At the end of each semester, students evaluate their professors, but a new study has found that the ratings produced have no correlation with student learning.
The study, published Sept. 19 by researchers at Mount Royal University, suggests that past reports linking high levels of student learning to well-rated professors “are not interpretable.”
The researchers found that past studies of student evaluations on teaching (SET), only looked at small sample sizes, which allowed for publication bias.
“SET ratings are used to evaluate faculty’s teaching effectiveness based on a widespread belief that students learn more from highly rated professors,” the study stated. “These findings suggest that institutions focused on student learning and career success may want to abandon SET ratings as a measure of faculty’s teaching effectiveness.”
SET ratings do not include external websites, such as Rate My Professor.
Charles Doutrelepont, a French professor at Carleton University, said he disagrees with the study.

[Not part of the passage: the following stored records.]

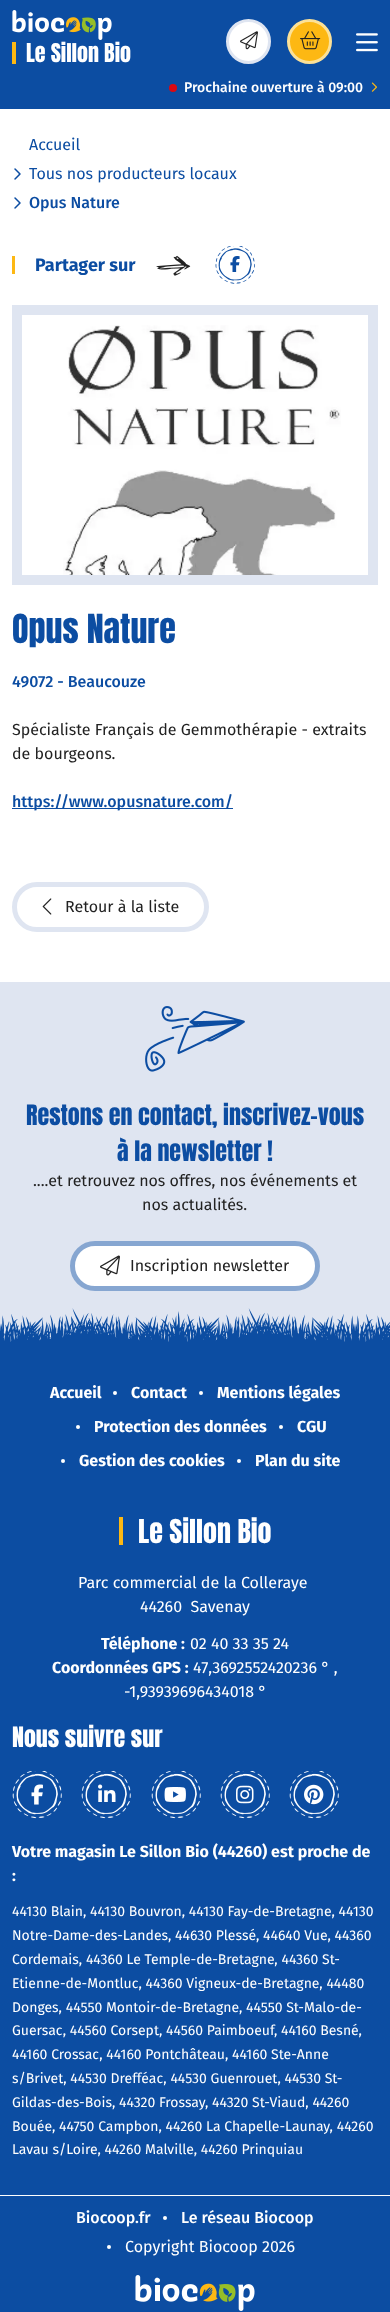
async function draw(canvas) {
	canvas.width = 390;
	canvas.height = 2312;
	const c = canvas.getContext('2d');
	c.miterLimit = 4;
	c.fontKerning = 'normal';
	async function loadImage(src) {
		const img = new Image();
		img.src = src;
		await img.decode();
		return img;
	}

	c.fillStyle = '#fff';
	c.fillRect(0, 0, 390, 2312);
	c.fillStyle = '#0c4da2';
	c.fillRect(0, 0, 390, 109);
	c.drawImage(await loadImage('img1.png'), 12, 10, 100, 30);
	c.fillStyle = '#fdb813';
	c.fillRect(12, 42, 4, 22);
	c.font = '22px Anton';
	c.fillStyle = '#fff';
	c.fillText('Le Sillon Bio', 26, 62);
	c.beginPath();
	c.arc(248.5, 41.5, 21, 0, 2 * Math.PI);
	c.fill();
	c.strokeStyle = '#dfe5f1';
	c.lineWidth = 3;
	c.stroke();
	c.drawImage(await loadImage('img2.png'), 240, 31, 18, 19);
	c.fillStyle = '#fdb813';
	c.beginPath();
	c.arc(309.5, 41.5, 21, 0, 2 * Math.PI);
	c.fill();
	c.strokeStyle = '#fce197';
	c.stroke();
	c.drawImage(await loadImage('img3.png'), 300, 31, 21, 19);
	c.drawImage(await loadImage('img4.png'), 356, 33, 22, 19);
	c.fillStyle = '#da0812';
	c.beginPath();
	c.arc(173, 88, 4, 0, 2 * Math.PI);
	c.fill();
	c.font = '500 14px Fira Sans';
	c.fillStyle = '#fff';
	c.fillText('Prochaine ouverture à 09:00', 184, 92);
	c.drawImage(await loadImage('img5.png'), 371, 82, 7, 10);
	c.font = '16px Fira Sans';
	c.fillStyle = '#0c4da2';
	c.fillText('Accueil', 29, 150);
	c.drawImage(await loadImage('img6.png'), 14, 168, 7, 12);
	c.fillText('Tous nos producteurs locaux', 29, 179);
	c.drawImage(await loadImage('img6.png'), 14, 197, 7, 12);
	c.font = '500 16px Fira Sans';
	c.fillText('Opus Nature', 29, 208);
	c.fillStyle = '#fdb813';
	c.fillRect(12, 256, 3, 18);
	c.font = 'bold 18px Fira Sans';
	c.fillStyle = '#0c4da2';
	c.fillText('Partager sur', 35, 271);
	c.drawImage(await loadImage('img7.png'), 156, 255, 35, 21);
	c.drawImage(await loadImage('img8.png'), 215, 246, 40, 38);
	c.drawImage(await loadImage('img9.png'), 230, 256, 10, 16);
	c.beginPath();
	c.rect(17, 310, 356, 270);
	c.strokeStyle = '#dfe5f1';
	c.lineWidth = 10;
	c.stroke();
	c.drawImage(await loadImage('img10.png'), 63, 325, 278, 250);
	c.font = '34px Anton';
	c.fillText('Opus Nature', 12, 643);
	c.font = '500 16px Fira Sans';
	c.fillText('49072 - Beaucouze', 12, 687);
	c.font = '16px Fira Sans';
	c.fillStyle = '#222';
	c.fillText('Spécialiste Français de Gemmothérapie - extraits', 12, 735);
	c.fillText('de bourgeons.', 12, 759);
	c.fillStyle = '#0c4da2';
	c.fillRect(12, 808, 221, 1);
	c.font = '500 16px Fira Sans';
	c.fillText('https://www.opusnature.com/', 12, 807);
	c.beginPath();
	c.roundRect(14.5, 884.5, 192, 45, 22.5);
	c.lineWidth = 5;
	c.stroke();
	c.drawImage(await loadImage('img11.png'), 42, 898, 10, 17);
	c.font = '16px Fira Sans';
	c.fillStyle = '#222';
	c.fillText('Retour à la liste', 65, 912);
	c.fillStyle = '#0c4da2';
	c.fillRect(0, 1356, 390, 956);
	c.fillStyle = '#dfe5f1';
	c.fillRect(0, 982, 390, 360);
	c.drawImage(await loadImage('img12.png'), 145, 1006, 100, 66);
	c.font = '24px Anton';
	c.fillStyle = '#0c4da2';
	c.fillText('Restons en contact, inscrivez-vous', 26, 1125);
	c.fillText('à la newsletter !', 117, 1161);
	c.font = '16px Fira Sans';
	c.fillStyle = '#222';
	c.fillText('....et retrouvez nos offres, nos événements et', 33, 1186);
	c.fillText('nos actualités.', 142, 1210);
	c.fillStyle = '#fff';
	c.beginPath();
	c.roundRect(72.5, 1243.5, 245, 45, 22.5);
	c.fill();
	c.strokeStyle = '#86a6d1';
	c.stroke();
	c.drawImage(await loadImage('img13.png'), 100, 1255, 20, 21);
	c.fillStyle = '#222';
	c.fillText('Inscription newsletter', 130, 1271);
	c.drawImage(await loadImage('img14.png'), 0, 1308, 390, 48);
	c.font = 'bold 16px Fira Sans';
	c.fillStyle = '#fff';
	c.fillText('Accueil', 50, 1398);
	c.beginPath();
	c.arc(115, 1393, 2, 0, 2 * Math.PI);
	c.fill();
	c.fillText('Contact', 131, 1398);
	c.beginPath();
	c.arc(201, 1393, 2, 0, 2 * Math.PI);
	c.fill();
	c.fillText('Mentions légales', 217, 1398);
	c.beginPath();
	c.arc(78, 1427, 2, 0, 2 * Math.PI);
	c.fill();
	c.fillText('Protection des données', 94, 1432);
	c.beginPath();
	c.arc(281, 1427, 2, 0, 2 * Math.PI);
	c.fill();
	c.fillText('CGU', 297, 1432);
	c.beginPath();
	c.arc(63, 1461, 2, 0, 2 * Math.PI);
	c.fill();
	c.fillText('Gestion des cookies', 79, 1466);
	c.beginPath();
	c.arc(239, 1461, 2, 0, 2 * Math.PI);
	c.fill();
	c.fillText('Plan du site', 255, 1466);
	c.fillStyle = '#fdb813';
	c.fillRect(119, 1517, 4, 28);
	c.font = '28px Anton';
	c.fillStyle = '#fff';
	c.fillText('Le Sillon Bio', 138, 1543);
	c.font = '16px Fira Sans';
	c.fillText('Parc commercial de la Colleraye', 78, 1588);
	c.fillText('44260  Savenay', 140, 1612);
	c.font = 'bold 16px Fira Sans';
	c.fillText('Téléphone :', 101, 1649);
	c.font = '16px Fira Sans';
	c.fillText('02 40 33 35 24', 190, 1649);
	c.font = 'bold 16px Fira Sans';
	c.fillText('Coordonnées GPS :', 52, 1673);
	c.font = '16px Fira Sans';
	c.fillText('47,3692552420236 ° ,', 193, 1673);
	c.fillText('-1,93939696434018 °', 124, 1697);
	c.font = '24px Anton';
	c.fillText('Nous suivre sur', 12, 1747);
	c.drawImage(await loadImage('img15.png'), 12, 1771, 50, 48);
	c.drawImage(await loadImage('img16.png'), 31, 1784, 12, 21);
	c.drawImage(await loadImage('img15.png'), 81, 1771, 50, 48);
	c.drawImage(await loadImage('img17.png'), 98, 1784, 18, 18);
	c.drawImage(await loadImage('img15.png'), 151, 1771, 50, 48);
	c.drawImage(await loadImage('img18.png'), 164, 1787, 22, 15);
	c.drawImage(await loadImage('img15.png'), 220, 1771, 50, 48);
	c.drawImage(await loadImage('img19.png'), 236, 1785, 18, 19);
	c.drawImage(await loadImage('img15.png'), 289, 1771, 50, 48);
	c.drawImage(await loadImage('img20.png'), 304, 1784, 20, 21);
	c.font = 'bold 16px Fira Sans';
	c.fillText('Votre magasin Le Sillon Bio (44260) est proche de', 12, 1857);
	c.fillText(':', 12, 1881);
	c.font = '14px Fira Sans';
	for (const [text, x, y] of [
		['44130 Blain, 44130 Bouvron, 44130 Fay-de-Bretagne, 44130', 12, 1916],
		['Notre-Dame-des-Landes, 44630 Plessé, 44640 Vue, 44360', 12, 1940],
		['Cordemais, 44360 Le Temple-de-Bretagne, 44360 St-', 12, 1964],
		['Etienne-de-Montluc, 44360 Vigneux-de-Bretagne, 44480', 12, 1988],
		['Donges, 44550 Montoir-de-Bretagne, 44550 St-Malo-de-', 12, 2012],
		['Guersac, 44560 Corsept, 44560 Paimboeuf, 44160 Besné,', 12, 2035],
		['44160 Crossac, 44160 Pontchâteau, 44160 Ste-Anne', 12, 2059],
		['s/Brivet, 44530 Drefféac, 44530 Guenrouet, 44530 St-', 12, 2083],
		['Gildas-des-Bois, 44320 Frossay, 44320 St-Viaud, 44260', 12, 2107],
		['Bouée, 44750 Campbon, 44260 La Chapelle-Launay, 44260', 12, 2131],
		['Lavau s/Loire, 44260 Malville, 44260 Prinquiau', 12, 2154],
	]) {
		c.fillText(text, x, y);
	}
	c.fillRect(0, 2195, 390, 1);
	c.font = '500 16px Fira Sans';
	c.fillText('Biocoop.fr', 76, 2223);
	c.beginPath();
	c.arc(165, 2218, 2, 0, 2 * Math.PI);
	c.fill();
	c.fillText('Le réseau Biocoop', 181, 2223);
	c.beginPath();
	c.arc(109, 2247, 2, 0, 2 * Math.PI);
	c.fill();
	c.font = '16px Fira Sans';
	c.fillText('Copyright Biocoop 2026', 125, 2252);
	c.drawImage(await loadImage('img21.png'), 135, 2275, 120, 36);
}

draw(document.querySelector('canvas'));
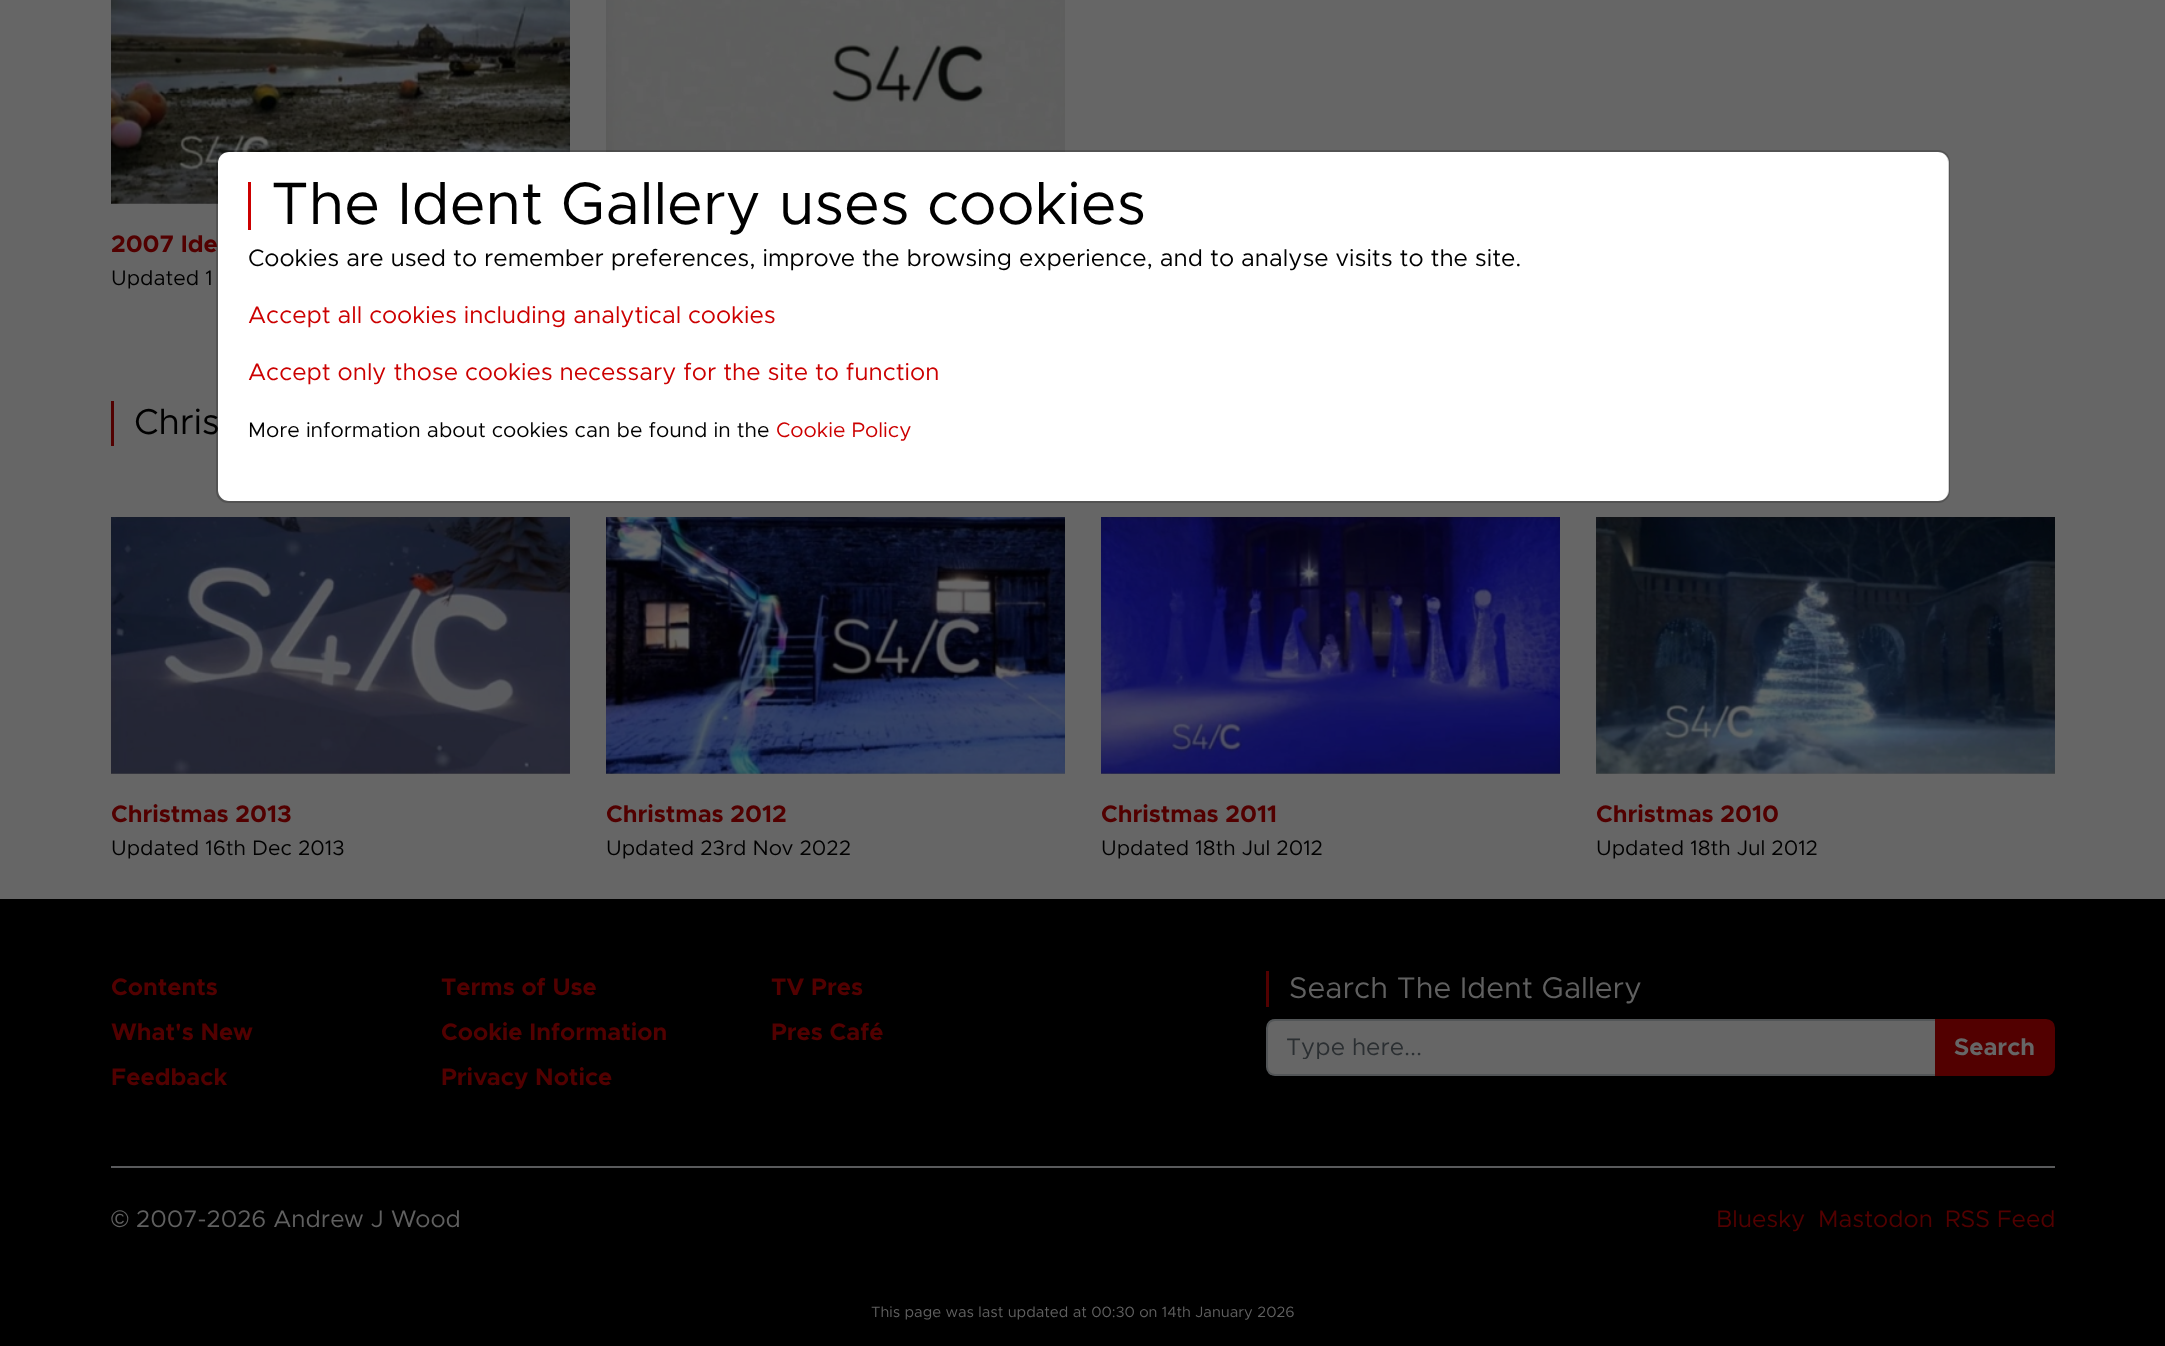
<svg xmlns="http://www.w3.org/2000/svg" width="2165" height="1346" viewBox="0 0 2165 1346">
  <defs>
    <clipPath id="clip1"><path d="M1286 1035h631v24H1286z"/></clipPath>
  </defs>
  <rect width="100%" height="100%" fill="#666"/>
  <image x="111" y="0" width="459" height="204" href="img/2.png"/>
  <rect x="218" y="152" width="1731" height="349" rx="11" fill="#fff"/>
  <image x="606" y="0" width="459" height="152" href="img/1.png"/>
  <path d="M111 401h3v45H111z" fill="#520000"/>
  <image x="111" y="517" width="459" height="257" href="img/3.png"/>
  <image x="606" y="517" width="459" height="257" href="img/4.png"/>
  <image x="1101" y="517" width="459" height="257" href="img/5.png"/>
  <image x="1596" y="517" width="459" height="257" href="img/6.png"/>
  <path d="M0 899h2165v447H0z" fill="#000"/>
  <path d="M1266 971h3v36H1266z" fill="#520000"/>
  <path d="M1275 1020H1936V1075H1275C1270.5 1075 1267 1071.5 1267 1067V1028C1267 1023.5 1270.5 1020 1275 1020Z" fill="#666" stroke="#525557" stroke-width="2"/>
  <path d="M1936 1020H2046C2050.5 1020 2054 1023.5 2054 1028V1067C2054 1071.5 2050.5 1075 2046 1075H1936Z" fill="#520000" stroke="#520000" stroke-width="2"/>
  <path d="M111 1166h1944v2H111z" fill="#595a5c"/>
  <text x="111" y="252" font-family="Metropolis" font-size="24" font-weight="bold" fill="#520000">2007 Ide</text>
  <text x="111" y="285" font-family="Metropolis" font-size="21" fill="#000">Updated 1</text>
  <text x="134" y="434" font-family="Metropolis" font-size="36" fill="#000">Chris</text>
  <rect x="217" y="151" width="1732" height="351" rx="11" fill="none" stroke="#0000002e" stroke-width="2"/>
  <text x="776" y="437" font-family="Metropolis" font-size="21" fill="#c00">Cookie Policy</text>
  <text x="248" y="437" font-family="Metropolis" font-size="21" fill="#000">More information about cookies can be found in the</text>
  <g font-family="Metropolis" font-size="24" fill="#c00">
    <text x="248" y="380">Accept only those cookies necessary for the site to function</text>
    <text x="248" y="323">Accept all cookies including analytical cookies</text>
  </g>
  <text x="248" y="266" font-family="Metropolis" font-size="24" fill="#000">Cookies are used to remember preferences, improve the browsing experience, and to analyse visits to the site.</text>
  <text x="271" y="224" font-family="Metropolis" font-size="60" fill="#000">The Ident Gallery uses cookies</text>
  <path d="M248 182h3v48H248z" fill="#c00"/>
  <text x="111" y="822" font-family="Metropolis" font-size="24" font-weight="bold" fill="#520000">Christmas 2013</text>
  <text x="111" y="855" font-family="Metropolis" font-size="21" fill="#000">Updated 16th Dec 2013</text>
  <text x="606" y="822" font-family="Metropolis" font-size="24" font-weight="bold" fill="#520000">Christmas 2012</text>
  <text x="606" y="855" font-family="Metropolis" font-size="21" fill="#000">Updated 23rd Nov 2022</text>
  <text x="1101" y="822" font-family="Metropolis" font-size="24" font-weight="bold" fill="#520000">Christmas 2011</text>
  <text x="1101" y="855" font-family="Metropolis" font-size="21" fill="#000">Updated 18th Jul 2012</text>
  <text x="1596" y="822" font-family="Metropolis" font-size="24" font-weight="bold" fill="#520000">Christmas 2010</text>
  <text x="1596" y="855" font-family="Metropolis" font-size="21" fill="#000">Updated 18th Jul 2012</text>
  <g font-family="Metropolis" font-size="24" font-weight="bold" fill="#520000">
    <text x="111" y="995">Contents</text>
    <text x="111" y="1040">What's New</text>
    <text x="111" y="1085">Feedback</text>
    <text x="441" y="995">Terms of Use</text>
    <text x="441" y="1040">Cookie Information</text>
    <text x="441" y="1085">Privacy Notice</text>
    <text x="771" y="995">TV Pres</text>
    <text x="771" y="1040">Pres Café</text>
  </g>
  <text x="1289" y="998" font-family="Metropolis" font-size="30" fill="#606060">Search The Ident Gallery</text>
  <g clip-path="url(#clip1)">
    <text x="1286" y="1055" font-family="Metropolis" font-size="24" fill="#2b2f32">Type here...</text>
  </g>
  <text x="1954" y="1055" font-family="Metropolis" font-size="24" font-weight="bold" fill="#666">Search</text>
  <text x="111" y="1227" font-family="Liberation Sans" font-size="24" fill="#606060">©</text>
  <text x="136" y="1227" font-family="Metropolis" font-size="24" fill="#606060">2007-2026 Andrew J Wood</text>
  <g font-family="Metropolis" font-size="24" fill="#520000">
    <text x="1716" y="1227">Bluesky</text>
    <text x="1818" y="1227">Mastodon</text>
    <text x="1945" y="1227">RSS Feed</text>
  </g>
  <text x="871" y="1317" font-family="Metropolis" font-size="15" fill="#606060">This page was last updated at 00:30 on 14th January 2026</text>
</svg>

“If you don’t have the student evaluation, what would that mean for the [professor]? [They] would be evaluated mainly by the director or the chair,” Doutrelepont said. “Then the professor has to have a good relationship with the chair . . . I thought the article was pretty negative about student evaluations. I believe that they were going too far.”
Matthew Bellamy, a Carleton history professor, also said he disagreed with the findings. He said students evaluate professors in a different way than teaching departments.
“I guess [the department is] evaluating us in a different way, but at the end of the day they’re not in the classroom, watching us teach, and so this is why [SETs] are really special,” he said.
“[SETs] are absolutely key, in the sense that it’s feedback from the students,” Bellamy said. “That could come in the form of texts, emails. But it’s driven home and made demonstrable to the university in those student evaluations.”
Connor Thibodeau, a second-year Carleton public affairs and policy management student, said he only evaluates professors highly if he feels they “deserve it.”
“If I am in this class and it’s hard, and my [professor] is doing everything he can, then I’ll have leniency to give him a higher mark,” Thibodeau said. “But if I’m not doing well and I haven’t done the readings or anything, then it might not be the fault of the professor, it might be me.”
Thibodeau said some students rate professors poorly based on their own performance in the class, and that could be a flaw with student-teacher evaluations.
However, he added that removing SET ratings entirely, as the study suggested, would be a “two-step forward, one-step back” situation.